Indicative estimate only — not financial, taxation or development advice. Stamp duty uses current general transfer-duty scales and is approximate; confirm with the relevant state revenue office (Revenue NSW, SRO Victoria, Queensland Revenue Office, RevenueSA, RevenueWA, SRO Tasmania, ACT Revenue Office, Territory Revenue Office). For a project-specific feasibility, talk to Blackark.


How it works

How to use the subdivision calculator

This tool models a land subdivision the same way a professional feasibility does: it builds a full cost stack, compares it to your gross realisation, and reports the profit and return. Start by selecting the state or territory — stamp duty is calculated automatically on the current general transfer-duty scale for that jurisdiction. Then set your land purchase price, the number of lots, and the expected sale price per lot.

Work down the per-lot costs: construction and civil works, consultants and approvals, council contributions (S7.11 and S7.12 in NSW), and the marketing, sales and conveyancing cost of selling each finished lot. Add a finance assumption (interest rate, project duration and how much of the project is debt-funded) and a contingency buffer. Finally choose how GST applies. The results panel updates instantly with your net profit, return on cost and margin on revenue.

For a deeper walk-through of where these numbers come from, read our guides on how much it costs to subdivide land in NSW and running a full subdivision feasibility study.

The cost stack

What costs go into a land subdivision

Most first-time developers underestimate a subdivision because they only count the land and the civil works. A complete feasibility includes acquisition costs (land plus stamp duty and legals), consultants and approvals (surveyor, town planner, engineers, the DA or CDC), civil construction (earthworks, roads, drainage, services), government contributions, finance and holding costs over the project life, and GST and selling costs at the end. Miss any one of these categories and the deal looks better on paper than it is in the bank.

The order of operations matters. The developers who get hurt are the ones who agree a land price before they know what the civil works, contributions and finance will cost. Run the cost stack first — then make the offer. That is exactly what the Residual Land Value mode in this calculator is for. Read more in S7.11 contributions explained and why subdivisions aren't stacking up in NSW in 2026.

Questions

Subdivision calculator FAQ

How do I calculate the feasibility of a land subdivision?
List every cost category against current rates — land, stamp duty, construction, consultants, council contributions, finance, GST and selling costs — total them into a Total Development Cost, then subtract that from your gross realisation (number of lots × sale price per lot). The result is net profit. Profit divided by total cost gives your return on cost, the headline number developers and lenders look at.
What is residual land value?
Residual land value is the maximum price you can pay for a site and still hit your target profit margin. The calculator takes your gross realisation, subtracts all development costs and your required profit, and solves for the land figure that remains.

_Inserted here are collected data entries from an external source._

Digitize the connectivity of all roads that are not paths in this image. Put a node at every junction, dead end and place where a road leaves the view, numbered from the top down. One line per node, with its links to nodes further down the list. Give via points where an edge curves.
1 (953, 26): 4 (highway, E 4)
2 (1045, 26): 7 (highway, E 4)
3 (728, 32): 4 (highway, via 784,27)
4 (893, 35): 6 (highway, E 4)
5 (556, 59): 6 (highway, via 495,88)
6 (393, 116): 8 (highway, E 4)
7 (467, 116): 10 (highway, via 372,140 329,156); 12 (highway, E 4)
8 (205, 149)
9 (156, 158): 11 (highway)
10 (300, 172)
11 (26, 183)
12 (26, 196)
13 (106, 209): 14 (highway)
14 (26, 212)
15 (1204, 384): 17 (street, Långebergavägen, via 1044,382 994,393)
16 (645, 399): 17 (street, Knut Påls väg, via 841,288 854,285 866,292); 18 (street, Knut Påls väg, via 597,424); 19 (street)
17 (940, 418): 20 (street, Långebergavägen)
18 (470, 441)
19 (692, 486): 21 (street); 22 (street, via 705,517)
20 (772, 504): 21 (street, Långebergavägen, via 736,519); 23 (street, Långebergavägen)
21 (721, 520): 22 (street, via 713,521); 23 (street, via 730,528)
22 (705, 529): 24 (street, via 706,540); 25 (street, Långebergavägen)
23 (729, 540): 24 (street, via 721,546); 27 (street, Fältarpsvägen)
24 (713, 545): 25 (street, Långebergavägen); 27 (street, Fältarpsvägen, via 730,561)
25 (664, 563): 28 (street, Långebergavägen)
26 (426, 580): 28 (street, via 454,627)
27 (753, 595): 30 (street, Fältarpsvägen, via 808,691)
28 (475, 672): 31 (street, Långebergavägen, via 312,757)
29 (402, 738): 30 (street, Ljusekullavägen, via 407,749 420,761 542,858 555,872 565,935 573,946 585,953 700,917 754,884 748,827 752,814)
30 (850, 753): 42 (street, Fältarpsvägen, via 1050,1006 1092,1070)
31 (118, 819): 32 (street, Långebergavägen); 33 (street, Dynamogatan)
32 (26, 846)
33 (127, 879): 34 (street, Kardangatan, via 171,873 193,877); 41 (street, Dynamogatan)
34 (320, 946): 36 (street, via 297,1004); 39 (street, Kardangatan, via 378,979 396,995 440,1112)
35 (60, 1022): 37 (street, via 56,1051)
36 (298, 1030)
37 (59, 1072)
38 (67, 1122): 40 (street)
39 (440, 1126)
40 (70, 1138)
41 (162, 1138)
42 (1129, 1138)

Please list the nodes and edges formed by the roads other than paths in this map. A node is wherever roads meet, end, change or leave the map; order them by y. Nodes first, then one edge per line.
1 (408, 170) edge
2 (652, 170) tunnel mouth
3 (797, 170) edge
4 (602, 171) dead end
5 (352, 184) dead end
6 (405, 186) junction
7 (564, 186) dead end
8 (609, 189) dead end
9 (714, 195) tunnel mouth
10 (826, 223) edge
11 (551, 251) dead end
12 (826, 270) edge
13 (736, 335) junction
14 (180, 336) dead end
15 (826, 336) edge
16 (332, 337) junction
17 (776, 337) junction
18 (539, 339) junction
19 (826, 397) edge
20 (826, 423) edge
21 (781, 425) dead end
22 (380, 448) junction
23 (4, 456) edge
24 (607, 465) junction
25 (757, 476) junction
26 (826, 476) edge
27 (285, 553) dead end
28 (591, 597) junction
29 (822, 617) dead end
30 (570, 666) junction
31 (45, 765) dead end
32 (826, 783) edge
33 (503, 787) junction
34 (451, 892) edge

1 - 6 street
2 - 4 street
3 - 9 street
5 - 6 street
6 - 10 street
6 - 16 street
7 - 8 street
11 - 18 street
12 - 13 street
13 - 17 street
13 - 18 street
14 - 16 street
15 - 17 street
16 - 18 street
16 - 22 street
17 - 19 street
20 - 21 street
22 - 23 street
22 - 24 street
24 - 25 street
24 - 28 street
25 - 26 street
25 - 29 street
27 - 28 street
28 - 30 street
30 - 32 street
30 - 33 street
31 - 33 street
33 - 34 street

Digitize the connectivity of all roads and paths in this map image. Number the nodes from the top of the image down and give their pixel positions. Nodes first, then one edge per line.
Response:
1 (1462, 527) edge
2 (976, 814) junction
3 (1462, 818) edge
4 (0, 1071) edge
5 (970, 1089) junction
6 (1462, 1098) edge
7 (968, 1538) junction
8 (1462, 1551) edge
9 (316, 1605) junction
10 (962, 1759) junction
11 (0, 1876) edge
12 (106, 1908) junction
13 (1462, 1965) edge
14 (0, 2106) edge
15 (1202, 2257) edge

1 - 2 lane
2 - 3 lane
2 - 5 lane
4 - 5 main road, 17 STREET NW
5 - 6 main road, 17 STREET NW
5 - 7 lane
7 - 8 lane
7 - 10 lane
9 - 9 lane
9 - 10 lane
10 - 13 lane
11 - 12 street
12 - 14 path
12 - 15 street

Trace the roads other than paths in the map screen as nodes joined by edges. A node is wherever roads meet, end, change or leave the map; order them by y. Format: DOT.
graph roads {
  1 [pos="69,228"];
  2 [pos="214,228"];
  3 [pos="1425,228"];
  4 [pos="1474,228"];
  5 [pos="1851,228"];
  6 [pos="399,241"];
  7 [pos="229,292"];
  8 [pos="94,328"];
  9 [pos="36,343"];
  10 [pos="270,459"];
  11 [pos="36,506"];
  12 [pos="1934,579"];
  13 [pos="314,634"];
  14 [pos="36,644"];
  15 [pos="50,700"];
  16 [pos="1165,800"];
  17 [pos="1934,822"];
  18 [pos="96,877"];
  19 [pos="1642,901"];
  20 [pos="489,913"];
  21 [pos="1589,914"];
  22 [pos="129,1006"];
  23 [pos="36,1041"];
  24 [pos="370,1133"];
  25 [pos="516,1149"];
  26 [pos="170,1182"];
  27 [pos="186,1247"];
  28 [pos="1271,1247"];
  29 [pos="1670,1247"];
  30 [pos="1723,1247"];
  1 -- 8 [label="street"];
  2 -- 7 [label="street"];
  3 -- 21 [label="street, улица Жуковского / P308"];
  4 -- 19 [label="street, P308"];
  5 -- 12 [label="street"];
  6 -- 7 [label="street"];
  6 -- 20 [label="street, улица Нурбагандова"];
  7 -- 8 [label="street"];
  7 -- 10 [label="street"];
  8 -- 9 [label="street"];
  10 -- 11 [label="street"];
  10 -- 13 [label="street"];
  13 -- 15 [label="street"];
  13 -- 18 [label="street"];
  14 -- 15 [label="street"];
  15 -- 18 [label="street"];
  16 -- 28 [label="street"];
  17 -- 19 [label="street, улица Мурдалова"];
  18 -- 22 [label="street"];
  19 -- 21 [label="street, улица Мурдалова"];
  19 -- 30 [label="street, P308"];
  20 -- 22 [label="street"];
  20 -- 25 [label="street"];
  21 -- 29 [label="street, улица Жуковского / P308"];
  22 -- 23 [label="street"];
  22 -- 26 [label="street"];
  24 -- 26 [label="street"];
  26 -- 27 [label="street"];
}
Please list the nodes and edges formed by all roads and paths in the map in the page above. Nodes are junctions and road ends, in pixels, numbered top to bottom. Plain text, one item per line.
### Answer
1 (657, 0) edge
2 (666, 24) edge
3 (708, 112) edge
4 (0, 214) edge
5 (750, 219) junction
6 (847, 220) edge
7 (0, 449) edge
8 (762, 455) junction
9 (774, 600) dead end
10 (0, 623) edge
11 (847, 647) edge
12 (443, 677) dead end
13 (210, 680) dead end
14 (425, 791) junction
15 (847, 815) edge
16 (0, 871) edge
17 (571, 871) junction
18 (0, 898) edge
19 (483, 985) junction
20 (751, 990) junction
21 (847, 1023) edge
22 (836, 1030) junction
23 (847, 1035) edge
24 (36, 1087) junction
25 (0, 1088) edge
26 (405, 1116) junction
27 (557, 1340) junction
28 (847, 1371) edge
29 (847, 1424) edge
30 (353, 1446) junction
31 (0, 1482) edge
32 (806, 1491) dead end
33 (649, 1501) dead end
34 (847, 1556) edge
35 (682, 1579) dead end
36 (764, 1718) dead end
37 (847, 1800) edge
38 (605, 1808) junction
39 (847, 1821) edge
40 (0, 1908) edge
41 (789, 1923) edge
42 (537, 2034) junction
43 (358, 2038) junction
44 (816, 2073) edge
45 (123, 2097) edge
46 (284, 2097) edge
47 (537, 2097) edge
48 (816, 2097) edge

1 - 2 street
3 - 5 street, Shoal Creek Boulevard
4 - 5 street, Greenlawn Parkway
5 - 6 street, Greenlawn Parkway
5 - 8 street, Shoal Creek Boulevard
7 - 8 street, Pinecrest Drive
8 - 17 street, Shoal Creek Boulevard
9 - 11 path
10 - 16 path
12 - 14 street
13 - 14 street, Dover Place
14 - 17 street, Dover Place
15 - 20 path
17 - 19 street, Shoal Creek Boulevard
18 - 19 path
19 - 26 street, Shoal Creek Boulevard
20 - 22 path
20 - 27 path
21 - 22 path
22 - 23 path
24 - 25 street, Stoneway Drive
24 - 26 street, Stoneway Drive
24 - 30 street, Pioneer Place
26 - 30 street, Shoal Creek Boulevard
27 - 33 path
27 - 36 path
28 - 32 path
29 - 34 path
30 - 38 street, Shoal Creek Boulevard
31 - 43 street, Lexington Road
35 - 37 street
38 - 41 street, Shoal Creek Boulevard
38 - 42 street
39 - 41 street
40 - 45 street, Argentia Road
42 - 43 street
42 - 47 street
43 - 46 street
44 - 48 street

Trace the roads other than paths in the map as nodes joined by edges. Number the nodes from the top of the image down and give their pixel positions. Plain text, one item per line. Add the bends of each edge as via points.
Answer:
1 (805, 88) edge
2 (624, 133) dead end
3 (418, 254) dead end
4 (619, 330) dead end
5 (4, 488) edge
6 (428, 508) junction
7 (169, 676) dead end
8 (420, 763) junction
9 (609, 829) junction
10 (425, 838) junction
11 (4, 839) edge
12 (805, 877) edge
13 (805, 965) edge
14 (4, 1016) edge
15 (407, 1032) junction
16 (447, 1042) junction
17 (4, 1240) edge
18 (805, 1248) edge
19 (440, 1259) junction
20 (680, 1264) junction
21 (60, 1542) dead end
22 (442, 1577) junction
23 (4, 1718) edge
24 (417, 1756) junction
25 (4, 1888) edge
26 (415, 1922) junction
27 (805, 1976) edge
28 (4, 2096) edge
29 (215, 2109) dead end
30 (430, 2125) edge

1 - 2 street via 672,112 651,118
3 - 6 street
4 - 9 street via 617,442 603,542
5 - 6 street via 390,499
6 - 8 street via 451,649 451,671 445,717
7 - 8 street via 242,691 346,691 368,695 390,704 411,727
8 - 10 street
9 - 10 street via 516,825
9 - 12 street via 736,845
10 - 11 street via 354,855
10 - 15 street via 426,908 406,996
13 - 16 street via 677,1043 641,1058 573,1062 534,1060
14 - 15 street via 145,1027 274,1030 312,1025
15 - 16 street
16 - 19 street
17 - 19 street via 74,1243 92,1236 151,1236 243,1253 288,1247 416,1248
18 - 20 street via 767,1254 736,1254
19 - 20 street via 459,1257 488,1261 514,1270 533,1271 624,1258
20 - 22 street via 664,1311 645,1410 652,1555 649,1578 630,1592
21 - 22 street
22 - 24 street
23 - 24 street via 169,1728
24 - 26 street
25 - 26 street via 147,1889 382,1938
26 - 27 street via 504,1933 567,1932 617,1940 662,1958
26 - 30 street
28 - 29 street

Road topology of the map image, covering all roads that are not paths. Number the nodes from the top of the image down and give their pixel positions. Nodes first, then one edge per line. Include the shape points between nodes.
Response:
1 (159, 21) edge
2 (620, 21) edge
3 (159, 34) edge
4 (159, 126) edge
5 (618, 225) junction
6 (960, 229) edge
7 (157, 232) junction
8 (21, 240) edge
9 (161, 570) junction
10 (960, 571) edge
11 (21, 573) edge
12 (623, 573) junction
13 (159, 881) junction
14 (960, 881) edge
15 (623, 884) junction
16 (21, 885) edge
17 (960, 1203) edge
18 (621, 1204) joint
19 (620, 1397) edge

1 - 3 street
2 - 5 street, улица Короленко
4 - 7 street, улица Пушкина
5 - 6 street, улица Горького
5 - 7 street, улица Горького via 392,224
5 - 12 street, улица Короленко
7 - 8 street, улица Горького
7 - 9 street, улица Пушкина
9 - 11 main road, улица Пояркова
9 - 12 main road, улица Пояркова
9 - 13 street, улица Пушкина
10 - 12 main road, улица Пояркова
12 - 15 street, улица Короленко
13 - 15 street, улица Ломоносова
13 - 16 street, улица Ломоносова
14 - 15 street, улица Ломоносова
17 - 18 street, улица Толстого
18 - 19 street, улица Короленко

Switch the tool to "Residual Land Value" mode and set a target return to see it.
How much is stamp duty on land in Australia?
Stamp duty (transfer duty) is set by each state and territory on a sliding scale, so it depends on both the price and the jurisdiction. As a guide a $1,000,000 site is roughly $40,000 in NSW and around $55,000 in Victoria. This calculator applies the current general transfer-duty scale for the state you select automatically.
What return on cost should a subdivision make?
Most developers and financiers look for a development margin of at least 20% return on total development cost. Below about 12%, a subdivision is usually considered too tight to proceed once contingencies and market movement are taken into account.
A note on IRR

Internal Rate of Return (IRR) is the annualised return that makes the net present value of all project cash flows equal to zero — in plain terms, the equivalent interest rate your equity is earning over the life of the project. It is more precise than return on cost because it accounts for when money moves: a 25% return on cost spread over five years can produce an IRR below 10%, while the same profit achieved in 14 months produces an IRR well above 20%.

Institutional investors, fund managers and most development financiers set a minimum hurdle IRR — typically 15 to 20% per annum for residential subdivision — alongside the headline return on cost. Both metrics matter: return on cost tells you the size of the margin, IRR tells you whether that margin is worth the time and capital tied up achieving it. This calculator shows return on cost and margin on revenue, which are the right numbers for a fast first-pass read. A full IRR analysis requires a detailed cash flow forecast with drawdown timing, progressive lot settlements and debt servicing, which is part of every Blackark feasibility study.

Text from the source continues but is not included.